#### [REQUIRED ACTION]
Among the lines below, some may contain the string "pinky". Say how many do, and give nothing besides the number.
─── RECORDED DATA ───
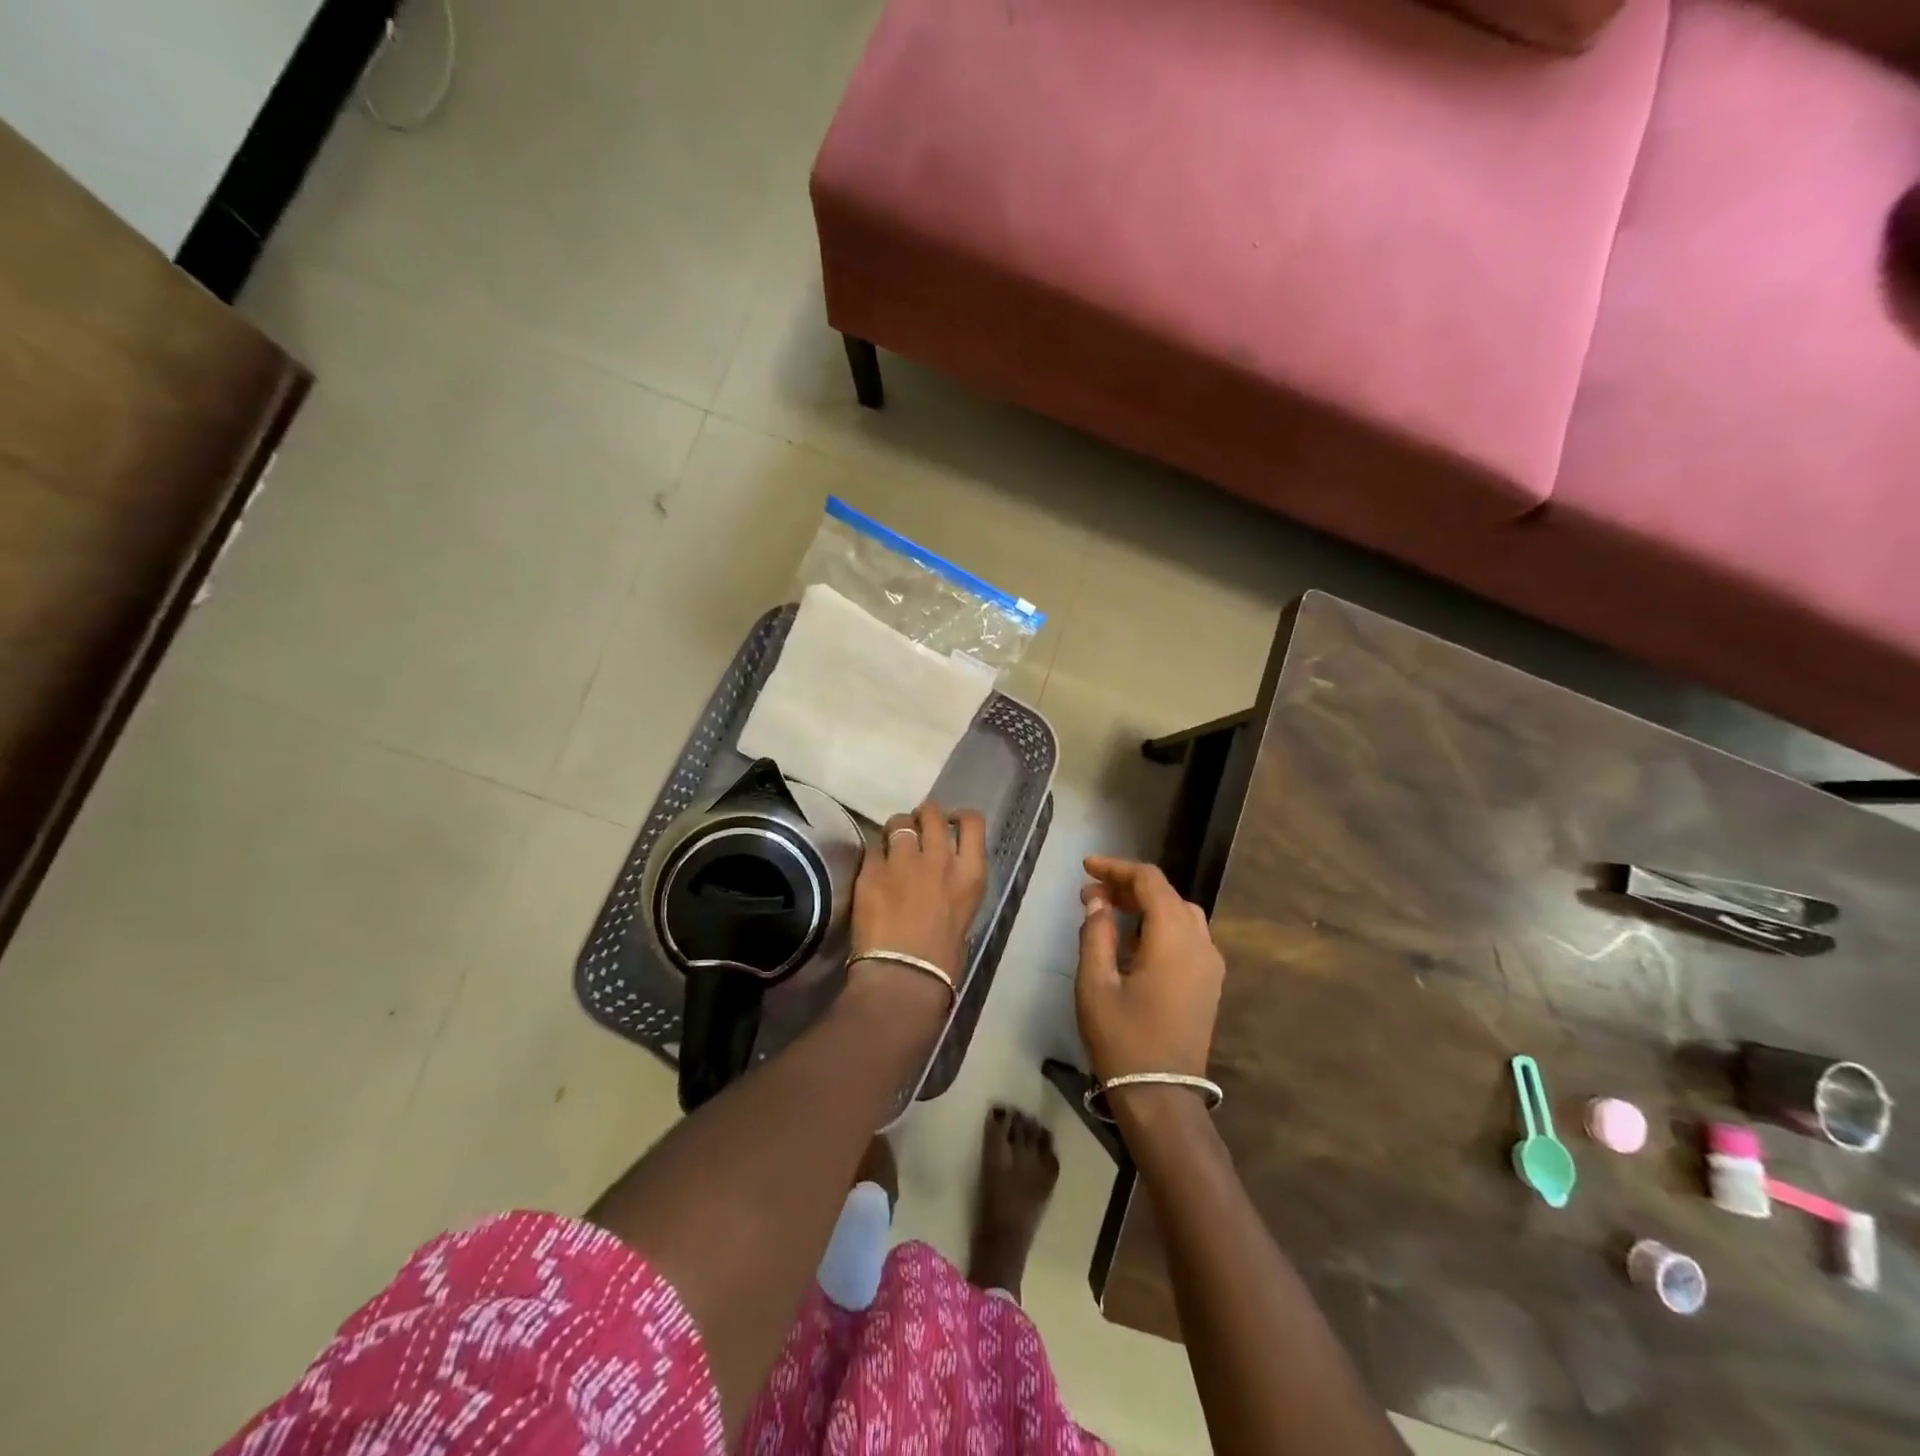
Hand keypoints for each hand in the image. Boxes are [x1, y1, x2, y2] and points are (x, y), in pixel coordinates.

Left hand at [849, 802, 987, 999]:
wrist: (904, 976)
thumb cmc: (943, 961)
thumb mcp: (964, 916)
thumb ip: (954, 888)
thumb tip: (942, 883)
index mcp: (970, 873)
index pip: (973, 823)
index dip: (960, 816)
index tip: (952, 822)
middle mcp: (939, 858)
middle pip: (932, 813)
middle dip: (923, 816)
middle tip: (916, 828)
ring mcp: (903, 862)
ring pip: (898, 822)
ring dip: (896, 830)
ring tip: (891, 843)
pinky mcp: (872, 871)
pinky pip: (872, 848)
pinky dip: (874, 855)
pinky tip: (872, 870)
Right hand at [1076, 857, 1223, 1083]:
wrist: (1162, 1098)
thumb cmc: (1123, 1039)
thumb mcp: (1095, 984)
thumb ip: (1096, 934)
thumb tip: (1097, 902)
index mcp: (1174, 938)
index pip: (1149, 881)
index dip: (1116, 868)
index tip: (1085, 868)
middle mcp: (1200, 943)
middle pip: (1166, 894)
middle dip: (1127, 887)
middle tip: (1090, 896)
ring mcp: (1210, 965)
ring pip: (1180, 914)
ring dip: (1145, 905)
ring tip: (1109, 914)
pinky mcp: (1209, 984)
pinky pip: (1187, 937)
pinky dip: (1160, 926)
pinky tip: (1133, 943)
───
#### [ANSWER TO THE EXERCISE]
8